About half way to half way, what some who are better at
fractions than I might refer to as a quarter of the way home, I can look
southwest and see the sheer desert-varnished cliffs west of Bluff. Between me
and the rosy sandstone escarpment are canyons and mesas arrayed in what one
Bluff settler described as a “slantindicular” arrangement. The phrase comes
from Jens Nielson, the first Mormon bishop of Bluff. A native Danish speaker,
Jens had a curious accent and was known for encouraging the 1879
Hole-in-the-Rock Expedition members to continue when they thought they couldn’t
by saying, “We must go through even if we can’t.” As a result of his
“sticky-ta-tudy” or “stick-to-it-iveness,” we modern day pioneers enjoy the
natural beauty of this riverside sanctuary.
As I approach the small Ute village of White Mesa, inhabited
by members of the Weminuche or Ute Mountain band, the Sleeping Ute lies resting
in the east. Tribal legend describes the Sleeping Ute Mountain as the Great
Warrior God who fell asleep while recuperating from severe wounds received in a
fierce battle against the Evil Ones. In the early days, these evil doers caused
much chaos and hardship, and the Great Warrior God was summoned to defeat them.

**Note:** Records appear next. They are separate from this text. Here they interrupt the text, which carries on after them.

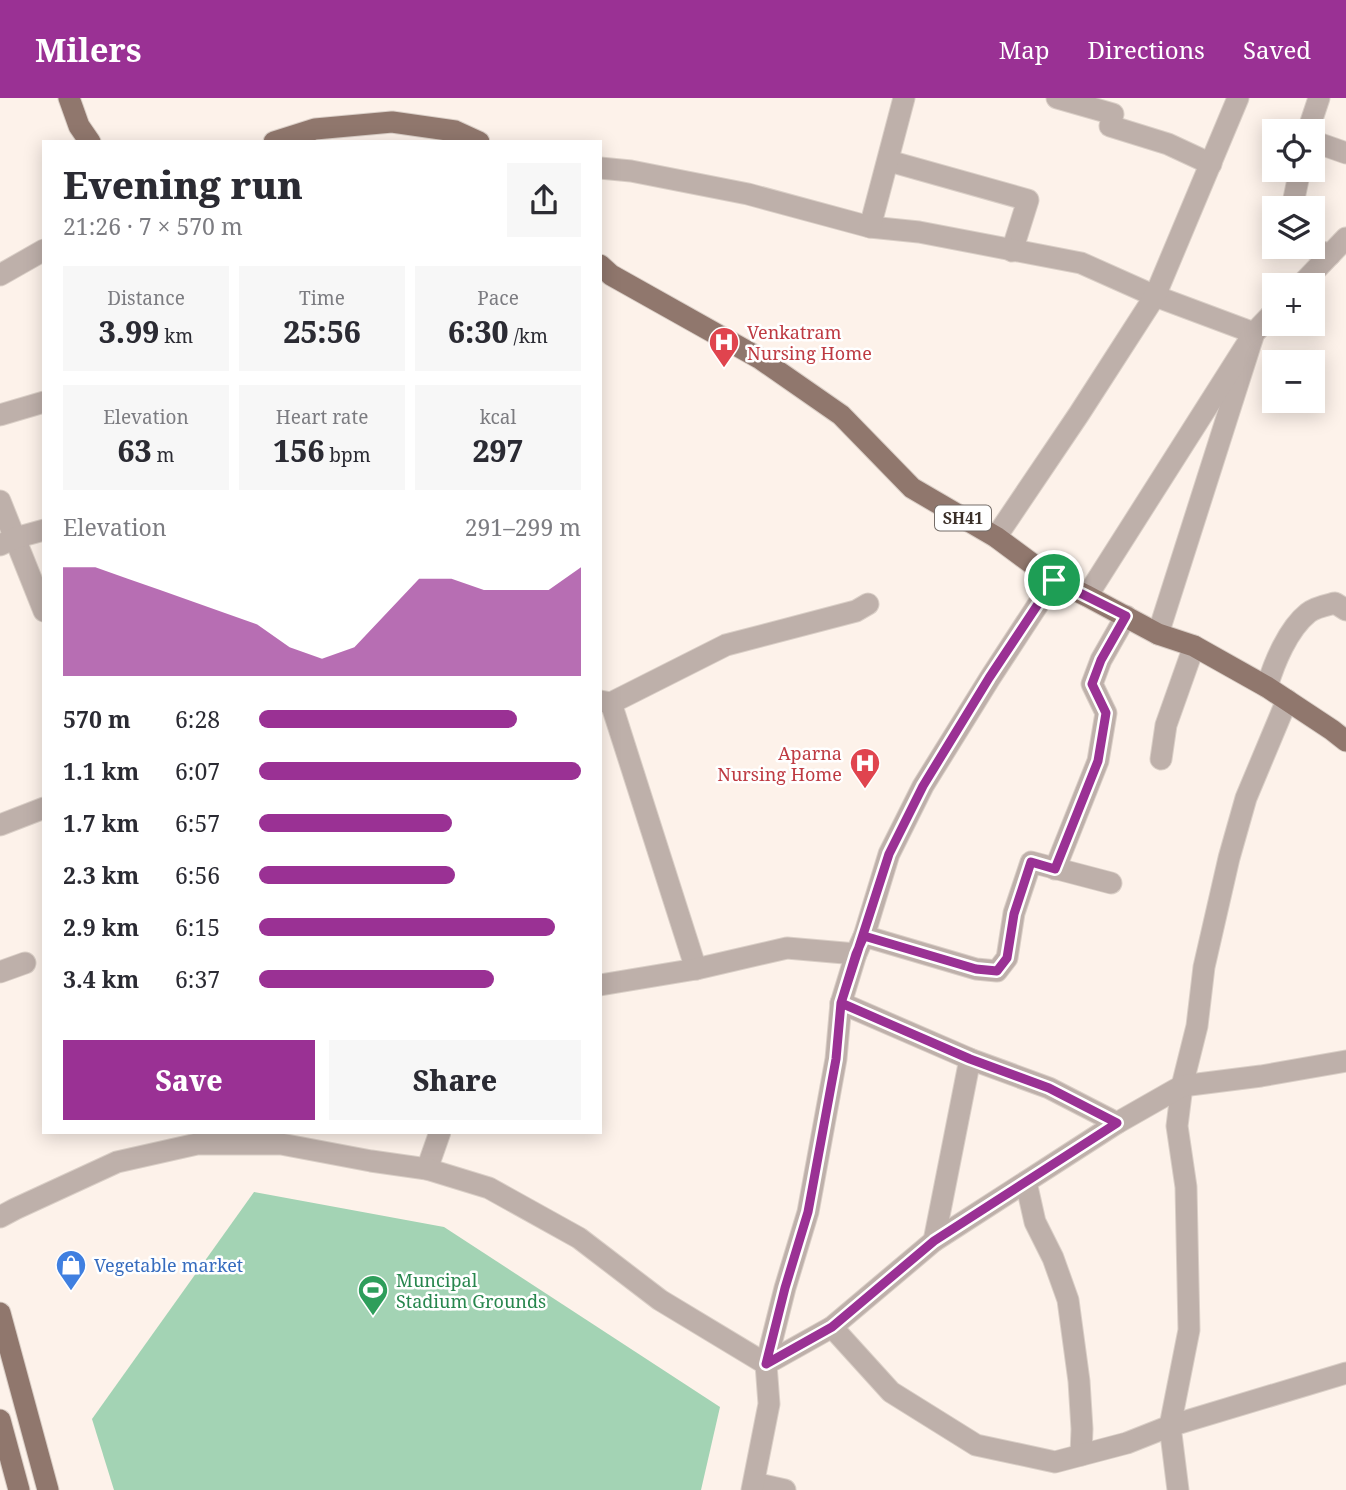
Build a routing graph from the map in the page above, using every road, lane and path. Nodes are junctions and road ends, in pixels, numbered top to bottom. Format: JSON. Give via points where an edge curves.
{"nodes":[{"id":1,"x":69,"y":98,"type":"edge"},
{"id":2,"x":904,"y":98,"type":"edge"},
{"id":3,"x":1057,"y":98,"type":"edge"},
{"id":4,"x":1238,"y":98,"type":"edge"},
{"id":5,"x":1319,"y":98,"type":"edge"},
{"id":6,"x":1312,"y":119,"type":"edge"},
{"id":7,"x":89,"y":140,"type":"edge"},
{"id":8,"x":281,"y":140,"type":"edge"},
{"id":9,"x":475,"y":140,"type":"edge"},
{"id":10,"x":1325,"y":146,"type":"edge"},
{"id":11,"x":1346,"y":153,"type":"edge"},
{"id":12,"x":889,"y":161,"type":"junction"},
{"id":13,"x":1211,"y":163,"type":"junction"},
{"id":14,"x":602,"y":168,"type":"edge"},
{"id":15,"x":870,"y":227,"type":"junction"},
{"id":16,"x":1346,"y":237,"type":"edge"},
{"id":17,"x":42,"y":251,"type":"edge"},
{"id":18,"x":1012,"y":251,"type":"junction"},
{"id":19,"x":1325,"y":253,"type":"edge"},
{"id":20,"x":1330,"y":255,"type":"junction"},
{"id":21,"x":602,"y":267,"type":"edge"},
{"id":22,"x":1313,"y":273,"type":"edge"},
{"id":23,"x":0,"y":275,"type":"edge"},
{"id":24,"x":1155,"y":296,"type":"junction"},
{"id":25,"x":1262,"y":325,"type":"edge"},
{"id":26,"x":1254,"y":333,"type":"junction"},
{"id":27,"x":42,"y":403,"type":"edge"},
{"id":28,"x":0,"y":415,"type":"edge"},
{"id":29,"x":0,"y":501,"type":"edge"},
{"id":30,"x":42,"y":531,"type":"edge"},
{"id":31,"x":996,"y":537,"type":"junction"},
{"id":32,"x":7,"y":542,"type":"edge"},
{"id":33,"x":1054,"y":580,"type":"junction"},
{"id":34,"x":1087,"y":596,"type":"junction"},
{"id":35,"x":868,"y":604,"type":"dead end"},
{"id":36,"x":42,"y":607,"type":"edge"},
{"id":37,"x":1346,"y":610,"type":"edge"},
{"id":38,"x":1126,"y":616,"type":"junction"},
{"id":39,"x":1158,"y":634,"type":"junction"},
{"id":40,"x":1194,"y":646,"type":"junction"},
{"id":41,"x":1267,"y":687,"type":"junction"},
{"id":42,"x":1287,"y":700,"type":"junction"},
{"id":43,"x":606,"y":702,"type":"edge"},
{"id":44,"x":1346,"y":741,"type":"edge"},
{"id":45,"x":1161,"y":760,"type":"dead end"},
{"id":46,"x":42,"y":809,"type":"edge"},
{"id":47,"x":0,"y":825,"type":"edge"},
{"id":48,"x":1055,"y":869,"type":"junction"},
{"id":49,"x":1111,"y":883,"type":"dead end"},
{"id":50,"x":860,"y":945,"type":"junction"},
{"id":51,"x":25,"y":963,"type":"dead end"},
{"id":52,"x":696,"y":969,"type":"junction"},
{"id":53,"x":0,"y":972,"type":"edge"},
{"id":54,"x":602,"y":985,"type":"edge"},
{"id":55,"x":841,"y":1003,"type":"junction"},
{"id":56,"x":970,"y":1059,"type":"junction"},
{"id":57,"x":1346,"y":1061,"type":"edge"},
{"id":58,"x":1182,"y":1086,"type":"junction"},
{"id":59,"x":1117,"y":1123,"type":"junction"},
{"id":60,"x":439,"y":1134,"type":"edge"},
{"id":61,"x":198,"y":1138,"type":"edge"},
{"id":62,"x":427,"y":1169,"type":"junction"},
{"id":63,"x":1026,"y":1182,"type":"junction"},
{"id":64,"x":0,"y":1217,"type":"edge"},
{"id":65,"x":934,"y":1241,"type":"junction"},
{"id":66,"x":0,"y":1313,"type":"edge"},
{"id":67,"x":832,"y":1327,"type":"junction"},
{"id":68,"x":766,"y":1364,"type":"junction"},
{"id":69,"x":1346,"y":1373,"type":"edge"},
{"id":70,"x":0,"y":1420,"type":"edge"},
{"id":71,"x":1170,"y":1426,"type":"junction"},
{"id":72,"x":1081,"y":1455,"type":"junction"},
{"id":73,"x":753,"y":1486,"type":"edge"},
{"id":74,"x":19,"y":1490,"type":"edge"},
{"id":75,"x":48,"y":1490,"type":"edge"},
{"id":76,"x":785,"y":1490,"type":"edge"},
{"id":77,"x":1178,"y":1490,"type":"edge"}],
"edges":[{"from":1,"to":7,"type":"main road"},
{"from":2,"to":12,"type":"street"},
{"from":3,"to":13,"type":"street","via":[[1113,114],[1110,126]]},
{"from":4,"to":13,"type":"street"},
{"from":5,"to":6,"type":"street"},
{"from":8,"to":9,"type":"main road","via":[[315,130],[392,122],[455,131]]},
{"from":10,"to":11,"type":"street"},
{"from":12,"to":15,"type":"street"},
{"from":12,"to":18,"type":"street","via":[[1027,200]]},
{"from":13,"to":24,"type":"street"},
{"from":14,"to":15,"type":"street","via":[[747,194]]},
{"from":15,"to":18,"type":"street"},
{"from":16,"to":20,"type":"street"},
{"from":17,"to":23,"type":"street"},
{"from":18,"to":24,"type":"street","via":[[1080,263]]},
{"from":19,"to":20,"type":"street"},
{"from":20,"to":22,"type":"street"},
{"from":21,"to":31,"type":"main road","number":"SH41","via":[[759,358],[841,415],[912,488]]},
{"from":24,"to":26,"type":"street"},
{"from":24,"to":31,"type":"street"},
{"from":25,"to":26,"type":"street"},
{"from":26,"to":34,"type":"street"},
{"from":26,"to":39,"type":"street"},
{"from":27,"to":28,"type":"street"},
{"from":29,"to":32,"type":"street"},
{"from":30,"to":32,"type":"street"},
{"from":31,"to":33,"type":"main road","number":"SH41"},
{"from":32,"to":36,"type":"street"},
{"from":33,"to":34,"type":"main road","number":"SH41"},
{"from":33,"to":50,"type":"street","via":[[923,786],[889,854]]},
{"from":34,"to":38,"type":"main road","number":"SH41"},
{"from":35,"to":43,"type":"street","via":[[726,645]]},
{"from":37,"to":41,"type":"street","via":[[1335,603],[1310,611],[1291,633]]},
{"from":38,"to":39,"type":"main road","number":"SH41"},
{"from":38,"to":48,"type":"street","via":[[1092,684],[1106,713],[1098,761]]},
{"from":39,"to":40,"type":"main road","number":"SH41"},
{"from":40,"to":41,"type":"main road","number":"SH41"},
{"from":40,"to":45,"type":"street","via":[[1167,725]]},
{"from":41,"to":42,"type":"main road","number":"SH41"},
{"from":42,"to":44,"type":"main road","number":"SH41"},
{"from":42,"to":58,"type":"street","via":[[1246,798],[1229,858],[1204,967],[1198,1026]]},
{"from":43,"to":52,"type":"street"},
{"from":46,"to":47,"type":"street"},
{"from":48,"to":49,"type":"street"},
{"from":48,"to":50,"type":"street","via":[[1031,862],[1014,914],[1007,958],[997,971]]},
{"from":50,"to":52,"type":"street","via":[[787,948]]},
{"from":50,"to":55,"type":"street"},
{"from":51,"to":53,"type":"street"},
{"from":52,"to":54,"type":"street"},
{"from":55,"to":56,"type":"street"},
{"from":55,"to":68,"type":"street","via":[[836,1059],[808,1212]]},
{"from":56,"to":59,"type":"street","via":[[1049,1088]]},
{"from":56,"to":65,"type":"street"},
{"from":57,"to":58,"type":"street"},
{"from":58,"to":59,"type":"street"},
{"from":58,"to":71,"type":"street","via":[[1177,1126],[1186,1187],[1189,1330]]},
{"from":59,"to":63,"type":"street"},
{"from":60,"to":62,"type":"street"},
{"from":61,"to":62,"type":"street","via":[[281,1144]]},
{"from":61,"to":64,"type":"street","via":[[117,1162]]},
{"from":62,"to":68,"type":"street","via":[[489,1188],[579,1238],[660,1300]]},
{"from":63,"to":65,"type":"street"},
{"from":63,"to":72,"type":"street","via":[[1035,1222],[1068,1300],[1079,1381]]},
{"from":65,"to":67,"type":"street"},
{"from":66,"to":75,"type":"main road"},
{"from":67,"to":68,"type":"street"},
{"from":67,"to":72,"type":"street","via":[[891,1392],[976,1445],[1055,1462]]},
{"from":68,"to":73,"type":"street","via":[[769,1404]]},
{"from":69,"to":71,"type":"street"},
{"from":70,"to":74,"type":"main road"},
{"from":71,"to":72,"type":"street"},
{"from":71,"to":77,"type":"street"},
{"from":73,"to":76,"type":"street"}]}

The cluster of peaks resembles a Ute chief lying on his back with arms folded
across his chest.
The Evil Ones were formidable, and the battle that ensued
was angry and long-running. The chief’s power, however, proved too much for the
Evil Ones, and they were eventually overcome. By the time the conflict closed,
the earth had been gashed, folded, bent, pushed up, and pressed down into
valleys, mountains, and rivers. Afterwards, the successful warrior lay down to
recover from his battle wounds. He lies there still. Ute people believe he
changes his blankets throughout the year. During spring, he rests under a light
green covering, dark green indicates summer, his fall cloak is yellow and red,
and a white blanket warms him during winter. When he is happy, he allows rain
clouds to slip from his pockets, refreshing his people and nourishing their
land.
Exiting the White Mesa community, I pass by the slumbering
Siberian Huskie. In earlier days, he jumped up and ran to the fence encircling
him to challenge my passage. That typically set off a chorus of canines that
escorted me out of town. As the months have gone by, however, he has become
more serene and rarely even raises his head to cast an acknowledging bark my
way. What is it they say, “Familiarity breeds complacency?” I fear our
relationship has gone south.
Approaching the crest of White Mesa Hill, I have a clear
view of the Chuska Mountains and the Navajo Nation badlands extending up to
their slopes. Broken, slanted, crooked, and barren, this expanse is so starkly,
stunningly beautiful that it always causes me to catch my breath. When the
winter gods have been generous, there is a carpet of purple and white flowers
that bloom and quickly fade, leaving the soil to return to its native color,
red.
Then I cascade down the hill and struggle past giant rocks
my grandmother Fern Simpson always called the “Pinchers.” These large stones
resemble an enormous lobster claw. At that time of day, the sun is beginning to
sink close to the horizon and Comb Ridge ignites with late evening hues:
orange, yellow, deep purple, and eventually black. Technically, Comb Ridge is a
linear north-to-south trending monocline, proceeding almost 80 miles through
Utah and Arizona. To Navajo people, however, it is sacred. In their language,
it is referred to as, “Rock Extends in the Form of a Narrow Edge.” The
formation erupted nearly 65 million years ago when tectonic plates deep in the
earth slipped, leaving the jagged ridge protruding above the surface. Traditional
Navajos refer to it as the backbone of the Great Snake. Hidden within its
recesses are evidence of the Ancient Pueblo culture: prehistoric homes,
ceremonial chambers, and extraordinary rock art.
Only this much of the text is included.